Pictures stay out of the answer, but every line of the material must be restated exactly.

Data for this task:
────────────────────

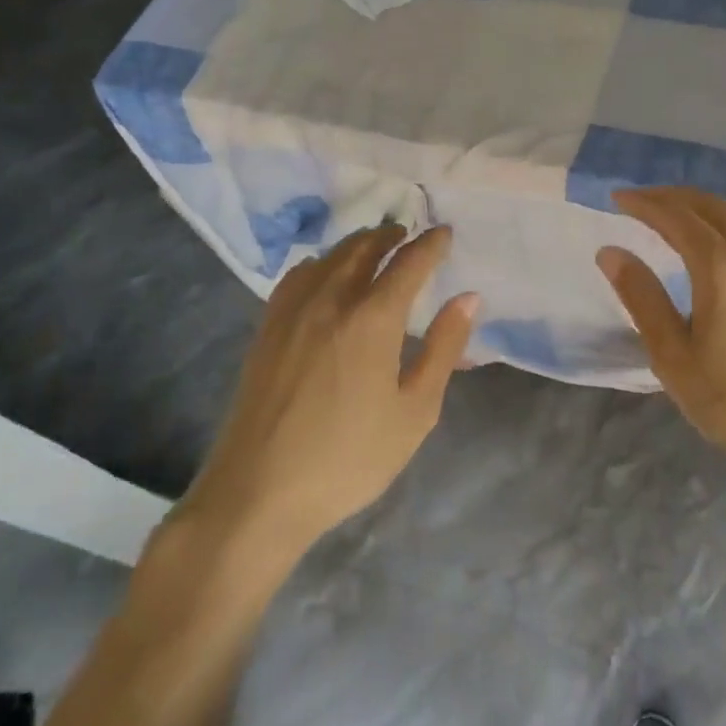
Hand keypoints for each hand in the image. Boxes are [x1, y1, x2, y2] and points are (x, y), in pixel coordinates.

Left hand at [177, 224, 477, 557]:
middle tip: (408, 234)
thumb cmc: (348, 458)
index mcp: (372, 319)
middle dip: (390, 235)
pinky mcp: (266, 329)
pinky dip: (320, 263)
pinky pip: (297, 277)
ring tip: (373, 247)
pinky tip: (323, 275)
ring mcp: (291, 312)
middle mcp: (330, 301)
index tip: (444, 232)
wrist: (258, 493)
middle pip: (363, 248)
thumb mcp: (415, 412)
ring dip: (356, 244)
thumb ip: (444, 349)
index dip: (430, 244)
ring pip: (328, 258)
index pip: (408, 263)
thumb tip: (468, 298)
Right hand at [597, 188, 725, 483]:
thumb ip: (642, 297)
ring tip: (670, 219)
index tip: (616, 197)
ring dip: (699, 210)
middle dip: (671, 197)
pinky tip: (713, 248)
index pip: (676, 217)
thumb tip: (611, 252)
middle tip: (639, 201)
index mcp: (724, 265)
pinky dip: (723, 227)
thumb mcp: (673, 356)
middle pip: (709, 205)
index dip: (644, 203)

────────────────────

Task answer:
Hand keypoints for each hand in the image. Boxes are [x1, y1, x2, y2] and points are (x, y), in pixel coordinates.

Left hand at [177, 224, 477, 557]:
middle tip: (408, 234)
thumb cmc: (348, 458)
index mcp: (372, 319)
middle dip: (390, 235)
pinky mcp: (266, 329)
pinky dip: (320, 263)
pinky pip: (297, 277)
ring tip: (373, 247)
pinky tip: (323, 275)
ring mcp: (291, 312)
middle mcp: (330, 301)
index tip: (444, 232)
wrist: (258, 493)
middle pip: (363, 248)
thumb mcp: (415, 412)
ring dip: (356, 244)
thumb ip: (444, 349)
index dip: (430, 244)
ring pip: (328, 258)
index pip: (408, 263)
thumb tip: (468, 298)
Right hand at [597, 188, 725, 483]:
thumb ip: (642, 297)
ring tip: (670, 219)
index tip: (616, 197)
ring dip: (699, 210)
middle dip: (671, 197)
pinky tip: (713, 248)
index pip: (676, 217)
thumb tip: (611, 252)
middle tip: (639, 201)
index mcp: (724, 265)
pinky dip: (723, 227)
thumb mcp: (673, 356)
middle pip: (709, 205)
index dip: (644, 203)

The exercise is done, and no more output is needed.